#### [Work to be completed]
Extract all lines that hold "Princess" from the records below.

#### [Saved data entries]
•••

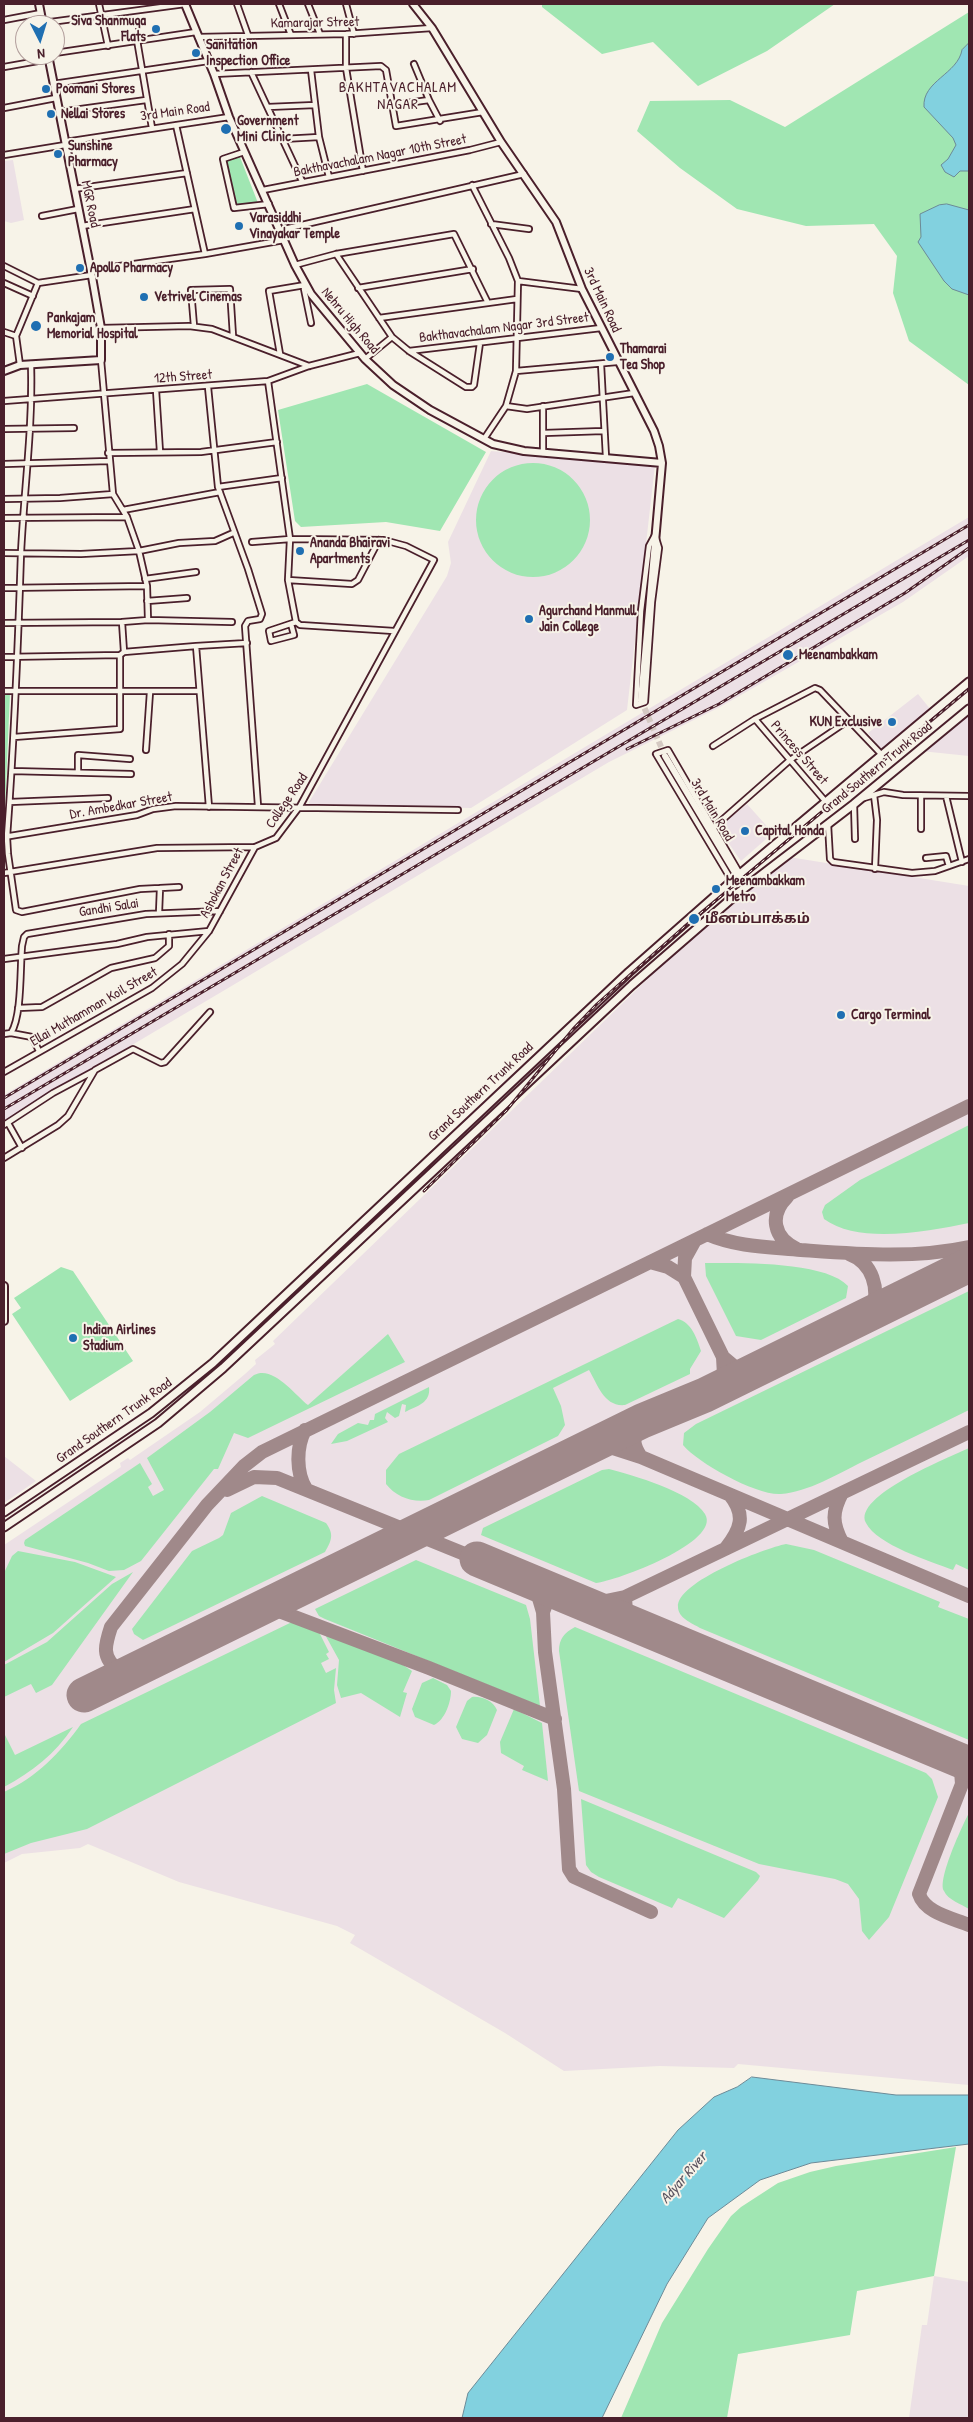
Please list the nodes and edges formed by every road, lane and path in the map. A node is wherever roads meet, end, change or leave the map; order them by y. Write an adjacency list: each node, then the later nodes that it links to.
1 (39, 4): 9 (street)
2 (98, 4): 11 (street)
3 (185, 4): 11 (street); 18 (street, Nehru High Road)
4 (237, 4): 19 (street)
5 (279, 4): 20 (street)
6 (308, 4): 15 (street)
7 (346, 4): 17 (street)
8 (413, 4): 14 (street, 3rd Main Road)
9 (41, 12): 10 (street); 12 (street)
10 (42, 15)
11 (101, 16): 13 (street); 22 (street)
12 (4, 20)
13 (65, 21)
14 (432, 28): 17 (street, Kamarajar Street); 41 (street, 3rd Main Road)
15 (320, 34): 16 (street, Kamarajar Street); 20 (street, Kamarajar Street)
16 (346, 34): 17 (street, Kamarajar Street); 27 (street)
17 (354, 34)
18 (197, 35): 19 (street, Kamarajar Street); 21 (street, Kamarajar Street); 24 (street, Nehru High Road)
19 (248, 35): 20 (street, Kamarajar Street)
20 (291, 35)
21 (137, 40): 22 (street, Kamarajar Street); 29 (street)
22 (108, 46): 23 (street, Kamarajar Street)
23 (65, 52)
24 (208, 61): 29 (street); 31 (street, Nehru High Road)
25 (414, 64): 35 (street)
26 (50, 65): 32 (street, MGR Road)
27 (346, 68): 28 (street); 37 (street); 52 (street)
28 (311, 70): 30 (street); 36 (street)
29 (143, 72): 32 (street); 34 (street)
30 (251, 72): 31 (street); 38 (street)
31 (214, 74): 42 (street, Nehru High Road)
32 (53, 84): 33 (street, MGR Road)
33 (56, 98): 39 (street); 40 (street, MGR Road)
34 (146, 100): 40 (street); 45 (street)
35 (429, 100): 37 (street); 43 (street)
36 (315, 105): 38 (street); 46 (street)
37 (392, 105): 43 (street)
38 (268, 107): 47 (street)
39 (4, 108)
40 (59, 112): 49 (street, MGR Road)
41 (483, 112): 43 (street); 48 (street, 3rd Main Road)
42 (229, 117): 44 (street, 3rd Main Road); 50 (street, Nehru High Road)
43 (440, 121)
44 (176, 125): 45 (street, 3rd Main Road); 53 (street)
45 (152, 128): 49 (street, 3rd Main Road)
46 (319, 136): 47 (street); 55 (street)
47 (283, 139): 56 (street)
48 (501, 142): 52 (street, Bakthavachalam Nagar 10th Street); 54 (street, 3rd Main Road)
49 (65, 143): 51 (street, 3rd Main Road); 58 (street, MGR Road)
50 (244, 152): 59 (street, Nehru High Road); 60 (street)
51 (4, 155)
52 (363, 171): 55 (street, Bakthavachalam Nagar 10th Street)
53 (187, 173): 58 (street); 62 (street)
54 (524, 174): 57 (street); 80 (street, 3rd Main Road)
55 (329, 177): 56 (street, Bakthavachalam Nagar 10th Street)
56 (302, 181): 59 (street, Bakthavachalam Nagar 10th Street)
57 (472, 185): 64 (street); 67 (street)
58 (74, 189): 61 (street, MGR Road)
59 (263, 190): 60 (street, Nehru High Road)
60 (269, 204): 67 (street, Nehru High Road)
61 (78, 209): 63 (street); 65 (street, MGR Road)
62 (195, 209): 65 (street); 69 (street)
63 (42, 216)
64 (491, 224): 66 (street); 75 (street)
65 (82, 226): 74 (street, MGR Road)
66 (529, 229)
67 (280, 230): 68 (street, Nehru High Road)
68 (284, 240): 69 (street); 71 (street, Nehru High Road)
69 (205, 254): 74 (street)
70 (336, 254): 71 (street); 73 (street); 79 (street)
71 (295, 265): 78 (street, Nehru High Road)
72 (4, 266): 77 (street)
73 (473, 269): 79 (street); 83 (street)
74 (91, 272): 77 (street); 87 (street, MGR Road)
75 (518, 281): 80 (street); 82 (street)
76 (4, 283): 81 (street)
77 (38, 284): 81 (street)
78 (305, 286): 85 (street); 96 (street, Nehru High Road); 97 (street)
79 (358, 288): 84 (street)
80 (582, 289): 88 (street, 3rd Main Road)
81 (33, 296): 90 (street)
82 (517, 299): 83 (street); 93 (street)
83 (487, 302): 84 (street)
84 (379, 318): 92 (street)
85 (311, 322)
86 (194, 326): 87 (street); 91 (street); 91 (street)
87 (101, 328): 99 (street, MGR Road)
88 (601, 328): 93 (street, Bakthavachalam Nagar 3rd Street); 100 (street, 3rd Main Road)
89 (4, 332): 90 (street)
90 (16, 336): 103 (street)
91 (233, 336): 97 (street)
92 (392, 337): 95 (street); 98 (street)
93 (519, 338): 94 (street, Bakthavachalam Nagar 3rd Street); 106 (street)
94 (480, 343): 95 (street, Bakthavachalam Nagar 3rd Street); 95 (street)
95 (409, 351)
96 (360, 353): 98 (street, Nehru High Road); 104 (street, 12th Street)
97 (280, 354): 104 (street)
98 (365, 359): 122 (street, Nehru High Road)
99 (101, 360): 101 (street); 110 (street)
100 (617, 362): 102 (street); 111 (street, 3rd Main Road)
101 (31, 364): 103 (street); 113 (street)
102 (601, 364): 106 (street); 112 (street)
103 (20, 365): 105 (street)
104 (309, 366): 107 (street, 12th Street)
105 (4, 371)
106 (516, 371): 115 (street)
107 (268, 381): 108 (street, 12th Street); 123 (street)
108 (208, 387): 109 (street, 12th Street); 124 (street)
109 (156, 390): 110 (street, 12th Street); 126 (street)
110 (103, 393): 113 (street, 12th Street); 125 (street)
111 (634, 393): 112 (street); 130 (street, 3rd Main Road)
112 (604, 396): 116 (street); 120 (street)
113 (32, 398): 114 (street, 12th Street); 119 (street)
114 (4, 401)
115 (506, 406): 116 (street); 122 (street)
116 (543, 406): 121 (street)
117 (74, 428): 119 (street)
118 (4, 429): 119 (street)
119 (29, 429): 132 (street)
120 (603, 431): 121 (street); 128 (street)
121 (544, 434): 127 (street)
122 (484, 439): 127 (street, Nehru High Road)
123 (277, 442): 124 (street); 133 (street)
124 (214, 451): 126 (street); 134 (street)
125 (108, 452): 126 (street); 129 (street)
126 (160, 452)
127 (543, 453): 128 (street, Nehru High Road)
128 (606, 457): 130 (street, Nehru High Road)
129 (108, 461): 132 (street); 135 (street)
130 (662, 463): 143 (street, 3rd Main Road)
131 (4, 464): 132 (street)
132 (27, 464): 137 (street)
133 (282, 478): 134 (street); 144 (street)
134 (219, 489): 138 (street); 142 (street)
135 (113, 494): 137 (street); 138 (street)
136 (4, 499): 137 (street)
137 (24, 500): 141 (street)
138 (123, 510): 139 (street)
139 (127, 517): 141 (street); 147 (street)
140 (4, 518): 141 (street)
141 (24, 518): 149 (street)
142 (233, 532): 147 (street); 165 (street)
143 (655, 535): 143 (street); 176 (street, 3rd Main Road)
144 (290, 539): 145 (street); 146 (street); 152 (street)
145 (379, 540): 152 (street); 164 (street, College Road)
146 (252, 542)
147 (139, 551): 149 (street); 151 (street)
148 (4, 553): 149 (street)
149 (22, 553): 155 (street)
150 (196, 572): 151 (street)
151 (145, 579): 153 (street)
152 (288, 580): 163 (street)
153 (146, 586): 155 (street); 157 (street)
154 (4, 588): 155 (street)
155 (21, 588): 162 (street)
156 (187, 598): 157 (street)
157 (147, 601): 158 (street)
158 (148, 620): 159 (street); 160 (street)
159 (122, 622): 162 (street); 167 (street)
160 (232, 622)
161 (4, 623): 162 (street)
162 (20, 623): 169 (street)
163 (293, 623): 163 (street); 164 (street)
164 (394, 631): 200 (street, College Road)
165 (247, 643): 166 (street); 199 (street)
166 (196, 646): 167 (street); 173 (street)
167 (122, 653): 169 (street); 174 (street)
168 (4, 657): 169 (street)
169 (18, 657): 172 (street)
170 (969, 682): 183 (main road, Grand Southern Trunk Road)
171 (4, 691): 172 (street)
172 (17, 691): 174 (street); 180 (street)
173 (199, 691): 175 (street); 201 (street)
174 (121, 692): 175 (street); 180 (street)
175 (150, 692): 182 (street)
176 (640, 700)
177 (969, 709): 195 (main road, Grand Southern Trunk Road)
178 (755, 719): 179 (street); 181 (street); 186 (street, Princess Street)
179 (849, 720): 183 (street); 186 (street)
180 (14, 737): 187 (street)
181 (713, 746)
182 (146, 750)
183 (882, 755): 197 (main road, Grand Southern Trunk Road)
184 (665, 756): 216 (street, 3rd Main Road)
185 (130, 759): 188 (street)
186 (790, 760): 197 (street, Princess Street); 204 (street)
187 (12, 771): 188 (street); 196 (street)
188 (78, 772): 189 (street)
189 (131, 774)
190 (874, 795): 191 (street); 195 (street); 213 (street)
191 (921, 796): 192 (street); 205 (street)
192 (946, 796): 193 (street); 211 (street)
193 (969, 796)
194 (108, 798): 196 (street)
195 (860, 798): 198 (main road, Grand Southern Trunk Road)
196 (10, 802): 206 (street)
197 (826, 802): 216 (main road, Grand Southern Trunk Road)
198 (854, 804): 203 (main road, Grand Southern Trunk Road); 207 (street)
199 (258, 806): 200 (street, Dr. Ambedkar Street); 201 (street, Dr. Ambedkar Street)
200 (300, 806): 202 (street, Dr. Ambedkar Street); 208 (street, College Road)
201 (209, 807): 206 (street, Dr. Ambedkar Street)
202 (458, 810)
203 (828, 824): 213 (street); 238 (main road, Grand Southern Trunk Road)
204 (713, 828): 216 (street); 216 (street)
205 (921, 829)
206 (6, 837): 214 (street)
207 (855, 839)
208 (255, 847): 214 (street, College Road); 219 (street, Ashokan Street)
209 (926, 858): 212 (street)
210 (969, 859): 211 (street)
211 (962, 862): 212 (street)
212 (949, 866): 213 (street)
213 (875, 869)
214 (12, 872): 215 (street, College Road); 218 (street)
215 (4, 873)
216 (737, 877): 237 (main road, Grand Southern Trunk Road)
217 (179, 887): 218 (street)
218 (160, 888): 220 (street)
219 (220, 911): 220 (street, Gandhi Salai); 221 (street, Ashokan Street)
220 (159, 913): 223 (street, Gandhi Salai)
221 (209, 931): 222 (street); 229 (street, Ellai Muthamman Koil Street)
222 (170, 934): 223 (street); 225 (street)
223 (21, 957): 224 (street); 225 (street)
224 (4, 960)
225 (18, 1008): 227 (street)
226 (210, 1012): 230 (street)
227 (11, 1032): 228 (street); 229 (street)
228 (4, 1034)
229 (39, 1051): 231 (street, Ellai Muthamman Koil Street)
230 (95, 1070): 232 (street); 233 (street)
231 (4, 1072)
232 (6, 1124): 233 (street)
233 (22, 1148): 234 (street)
234 (4, 1158)
235 (4, 1286): 236 (street)
236 (4, 1321)
237 (4, 1512)
238 (4, 1527)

•••

#### [Exercise response]
178 (755, 719): 179 (street); 181 (street); 186 (street, Princess Street)
186 (790, 760): 197 (street, Princess Street); 204 (street)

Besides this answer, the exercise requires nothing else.